Problem description: Without including any picture, copy the entries that follow word for word.

Recorded information:
★ ★ ★ ★ ★ ★ ★
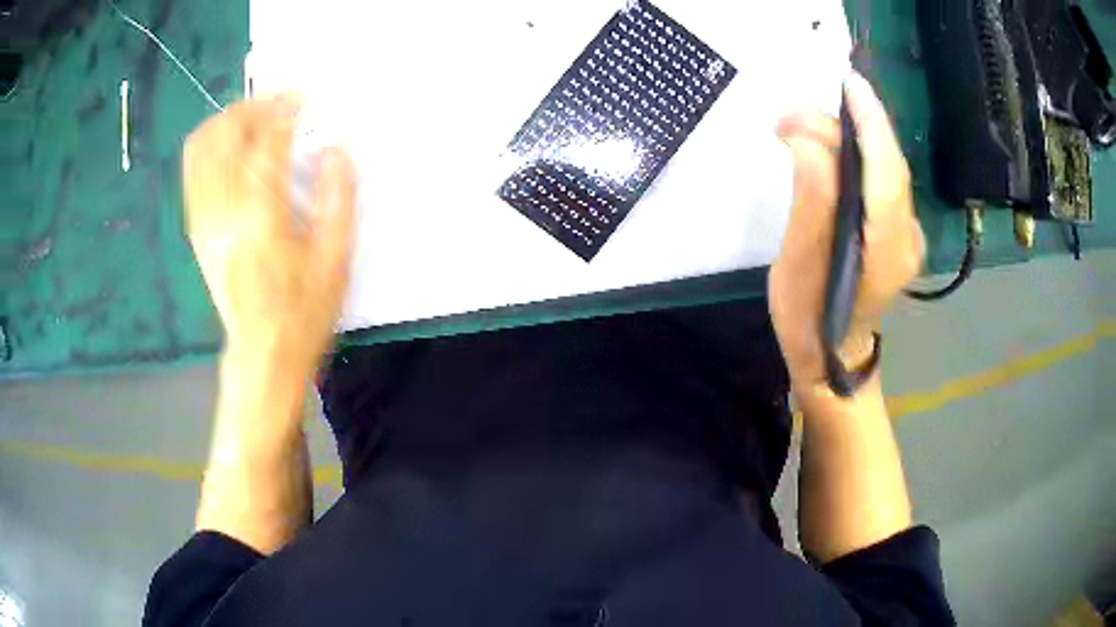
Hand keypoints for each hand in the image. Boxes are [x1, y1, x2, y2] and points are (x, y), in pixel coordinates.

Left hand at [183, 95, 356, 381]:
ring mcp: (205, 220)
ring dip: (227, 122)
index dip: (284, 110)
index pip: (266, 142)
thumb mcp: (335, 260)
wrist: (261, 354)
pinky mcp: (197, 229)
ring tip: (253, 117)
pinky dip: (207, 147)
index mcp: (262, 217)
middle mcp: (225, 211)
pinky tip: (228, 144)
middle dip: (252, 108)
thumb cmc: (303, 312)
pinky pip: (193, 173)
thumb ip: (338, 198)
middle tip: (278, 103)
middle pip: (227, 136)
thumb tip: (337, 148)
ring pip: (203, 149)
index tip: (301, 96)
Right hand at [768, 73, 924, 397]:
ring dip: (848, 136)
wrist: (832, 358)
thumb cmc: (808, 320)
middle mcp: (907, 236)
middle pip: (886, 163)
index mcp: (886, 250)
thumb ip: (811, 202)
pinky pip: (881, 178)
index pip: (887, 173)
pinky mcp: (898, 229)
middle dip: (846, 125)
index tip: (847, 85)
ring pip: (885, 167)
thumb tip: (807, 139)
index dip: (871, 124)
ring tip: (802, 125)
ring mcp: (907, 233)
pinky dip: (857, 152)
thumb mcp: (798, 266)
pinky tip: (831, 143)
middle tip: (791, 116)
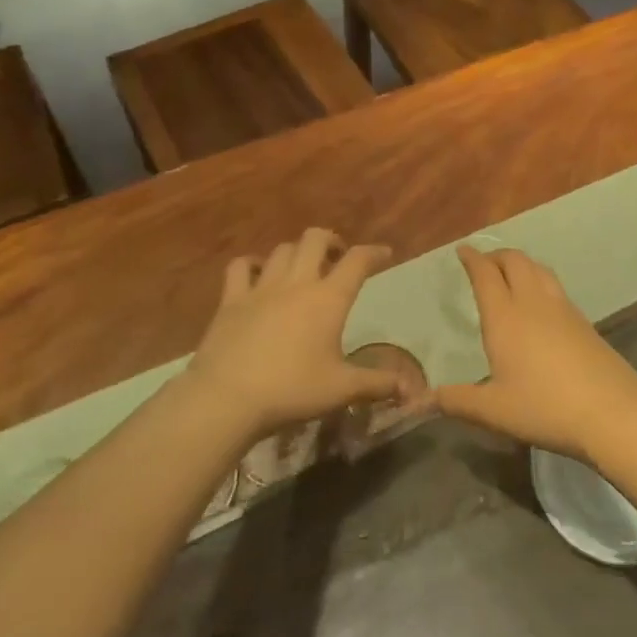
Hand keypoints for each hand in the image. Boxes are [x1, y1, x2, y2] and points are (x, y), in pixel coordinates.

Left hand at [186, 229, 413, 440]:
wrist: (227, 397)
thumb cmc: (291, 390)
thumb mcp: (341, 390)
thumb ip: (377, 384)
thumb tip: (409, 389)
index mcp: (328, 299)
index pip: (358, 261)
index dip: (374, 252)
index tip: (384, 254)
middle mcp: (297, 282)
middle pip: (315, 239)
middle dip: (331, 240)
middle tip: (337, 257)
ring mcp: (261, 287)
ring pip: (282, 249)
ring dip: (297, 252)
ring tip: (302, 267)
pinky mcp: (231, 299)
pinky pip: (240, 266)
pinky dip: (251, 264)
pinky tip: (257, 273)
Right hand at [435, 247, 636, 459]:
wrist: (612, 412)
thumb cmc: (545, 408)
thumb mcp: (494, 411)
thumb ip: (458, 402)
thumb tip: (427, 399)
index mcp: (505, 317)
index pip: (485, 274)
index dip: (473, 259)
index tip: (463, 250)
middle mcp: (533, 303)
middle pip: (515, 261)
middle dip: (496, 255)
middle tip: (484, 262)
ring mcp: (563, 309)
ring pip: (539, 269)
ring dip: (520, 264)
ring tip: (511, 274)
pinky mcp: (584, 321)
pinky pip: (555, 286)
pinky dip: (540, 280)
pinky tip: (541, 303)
★ ★ ★ ★ ★ ★ ★
Output for this exercise:
Hand keypoints for each hand in the image. Boxes are [x1, y1, x2, y2] and points are (x, y), in pixel coordinates.

Left hand at [183, 95, 356, 381]:
ring mcp: (205, 220)
ring dip: (227, 122)
index dip: (284, 110)
index pip: (266, 142)
thumb mcp: (335, 260)
wrist: (261, 354)
pinky mcp: (197, 229)
ring tip: (253, 117)
pinky dip: (207, 147)
index mcp: (262, 217)
middle mcp: (225, 211)
pinky tip: (228, 144)
middle dip: (252, 108)
thumb cmc: (303, 312)
pinky pip: (193, 173)
thumb ip: (338, 198)
middle tip: (278, 103)
middle pip: (227, 136)
thumb tip: (337, 148)
ring pip: (203, 149)
index tip: (301, 96)
Right hand at [768, 73, 924, 397]:
ring dip: (848, 136)
wrist: (832, 358)
thumb cmc: (808, 320)
middle mcp: (907, 236)
middle pip: (886, 163)
index mcp: (886, 250)
thumb ip: (811, 202)
pinky pip: (881, 178)
index pip: (887, 173)
pinky mcp: (898, 229)
middle dip: (846, 125)
index tip: (847, 85)
ring pip: (885, 167)
thumb tip: (807, 139)
index dip: (871, 124)
ring tip: (802, 125)
ring mcp: (907, 233)
pinky dip: (857, 152)
thumb mcp: (798, 266)
pinky tip: (831, 143)
middle tip: (791, 116)
Hand keypoints for each hand in the image. Boxes are [x1, y1, x2, y2] and points are (x, y), in pixel coordinates.

Left hand at [186, 229, 413, 440]:
wrist: (227, 397)
thumb cmc: (291, 390)
thumb mcp: (341, 390)
thumb ip: (377, 384)
thumb tip: (409, 389)
index mcp: (328, 299)
index pip: (358, 261)
index dip: (374, 252)
index tip: (384, 254)
middle mcp: (297, 282)
middle pip: (315, 239)
middle dip: (331, 240)
middle tip: (337, 257)
ring mcp: (261, 287)
ring pip: (282, 249)
ring dip: (297, 252)
ring tip: (302, 267)
pinky mcp: (231, 299)
pinky pip: (240, 266)
pinky dip: (251, 264)
pinky tip: (257, 273)
Right hand at [435, 247, 636, 459]:
wrist: (612, 412)
thumb cmc: (545, 408)
thumb mcp: (494, 411)
thumb ip: (458, 402)
thumb tip: (427, 399)
index mcp: (505, 317)
index pip: (485, 274)
index dip: (473, 259)
index tip: (463, 250)
middle mcp: (533, 303)
middle pip: (515, 261)
middle dip: (496, 255)
middle tip: (484, 262)
ring mcp: (563, 309)
ring pip: (539, 269)
ring dip: (520, 264)
ring tip: (511, 274)
pinky mcp: (584, 321)
pinky pip: (555, 286)
pinky dip: (540, 280)
pinky tip: (541, 303)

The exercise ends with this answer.